Son premier poste fut à Oran où il est face à lui-même. En 1881, de nouveaux problèmes de santé l'obligèrent à aller vers des climats plus chauds comme à Lisbonne ou le grand séminaire de Nice. En 1884, il fut nommé au séminaire de Cahors où il enseignait la théologie et la morale.

Malgré la déception de ne pouvoir aller en Chine, en fils de saint Vincent il acquit la conviction que les fruits des missions ne pouvaient être maintenus sans la participation d'un clergé local bien formé au séminaire. Durant toute sa vie, Monsieur Portal ne manquera jamais de rappeler l'importance de la formation des futurs prêtres comme une œuvre éminemment vincentienne.

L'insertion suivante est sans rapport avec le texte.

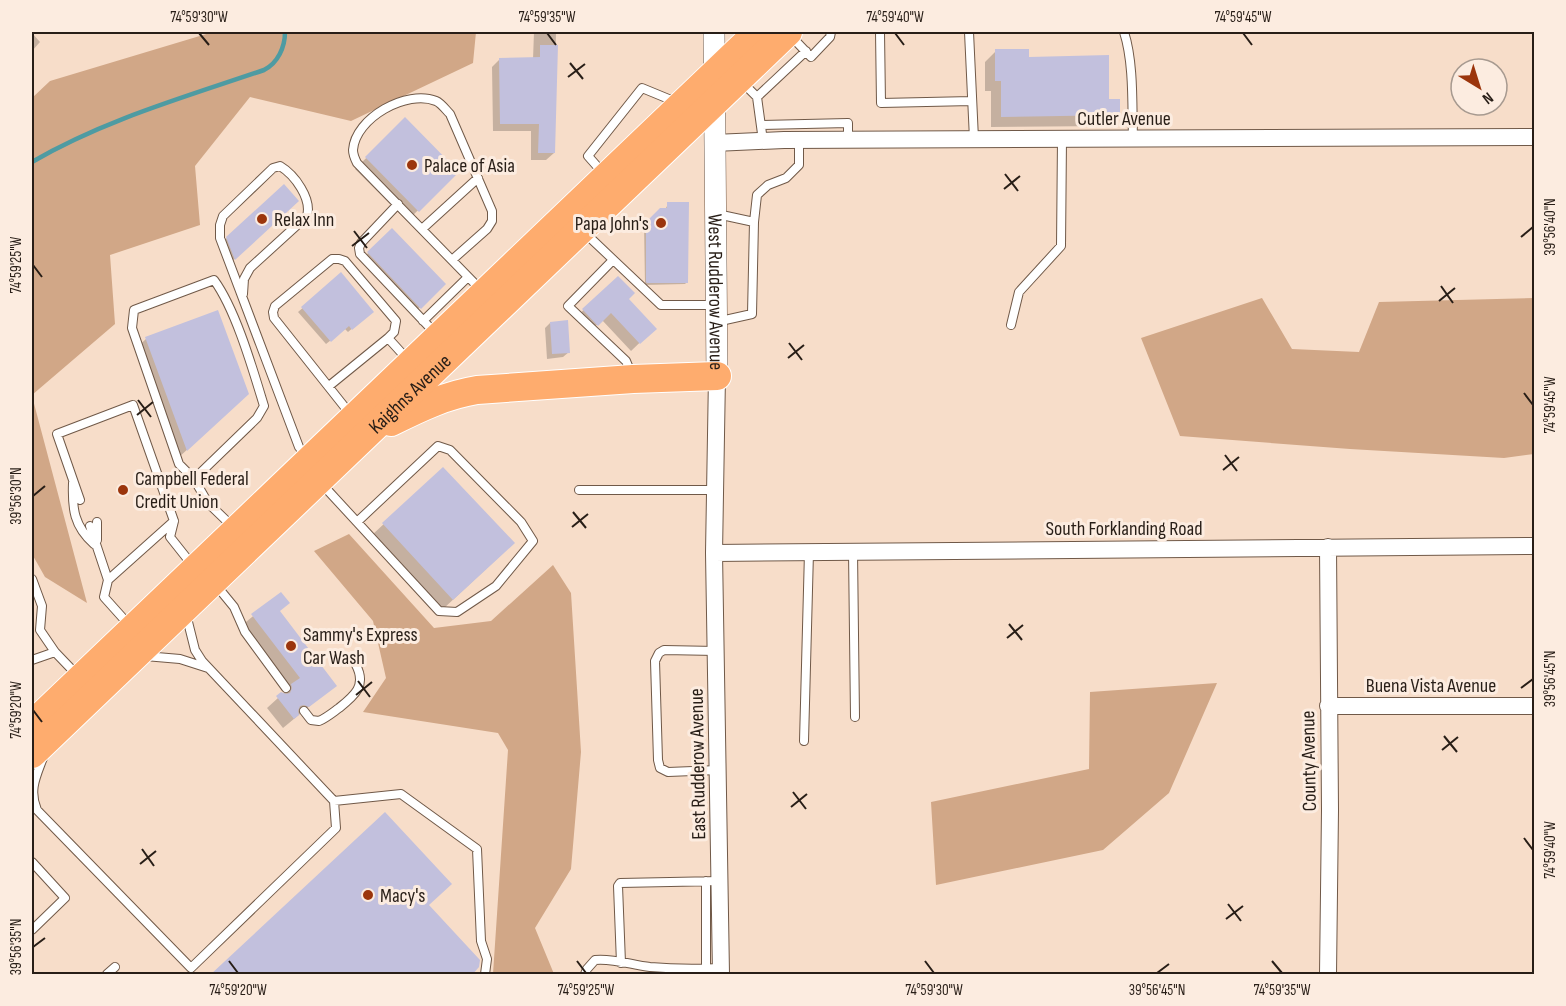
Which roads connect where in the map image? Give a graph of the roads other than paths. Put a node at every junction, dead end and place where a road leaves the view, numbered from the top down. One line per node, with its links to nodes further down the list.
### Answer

Sa nouvelle mission de professeur de Grand Séminaire diocésain l'obligeait à se plonger dans la lecture de nombreux ouvrages de morale et de dogmatique. Il faut dire aussi que la maladie lui avait donné le goût de l'étude. Sa grande ouverture d'esprit lui fit aussi découvrir de nombreux ouvrages. Progressivement, il ressentit toute l'importance de l'histoire en théologie. «Mes lectures étaient dirigées du côté de l'histoire même au point de vue théologique» dira-t-il plus tard en 1909. «La théologie n'est qu'une histoire de ce que Dieu a révélé aux hommes» (Extrait d'une lettre de 1887). Dans cette ligne historique, il rencontre l'Essay de Newman et l'ouvrage sur l'unité de l'Église de l'Allemand Mohler. Dans la tradition de l'École Française du XVIIe siècle, il se mit à lire plus directement les Pères de l'Église pour y découvrir la lente élaboration des dogmes et par conséquent le développement dans le temps de la doctrine chrétienne. Il eut également un intérêt pour l'histoire récente du catholicisme français: «J'avais toujours été particulièrement intéressé par l'histoire de l'Église de France dont la physionomie propre m'attirait. Dans les derniers temps (ceux qui précédèrent sa rencontre avec Halifax), j'avais suivi avec beaucoup d'attention les biographies et les études se rapportant à notre mouvement catholique du XIXe siècle. Ces dernières lectures avaient contribué à augmenter mon amour de l'Église: elles avaient encore mis sous mes yeux des exemples dont le souvenir, plus tard, ne fut pas sans influence sur ma conduite dans des circonstances difficiles». (Extrait de «l'union des Églises», texte manuscrit).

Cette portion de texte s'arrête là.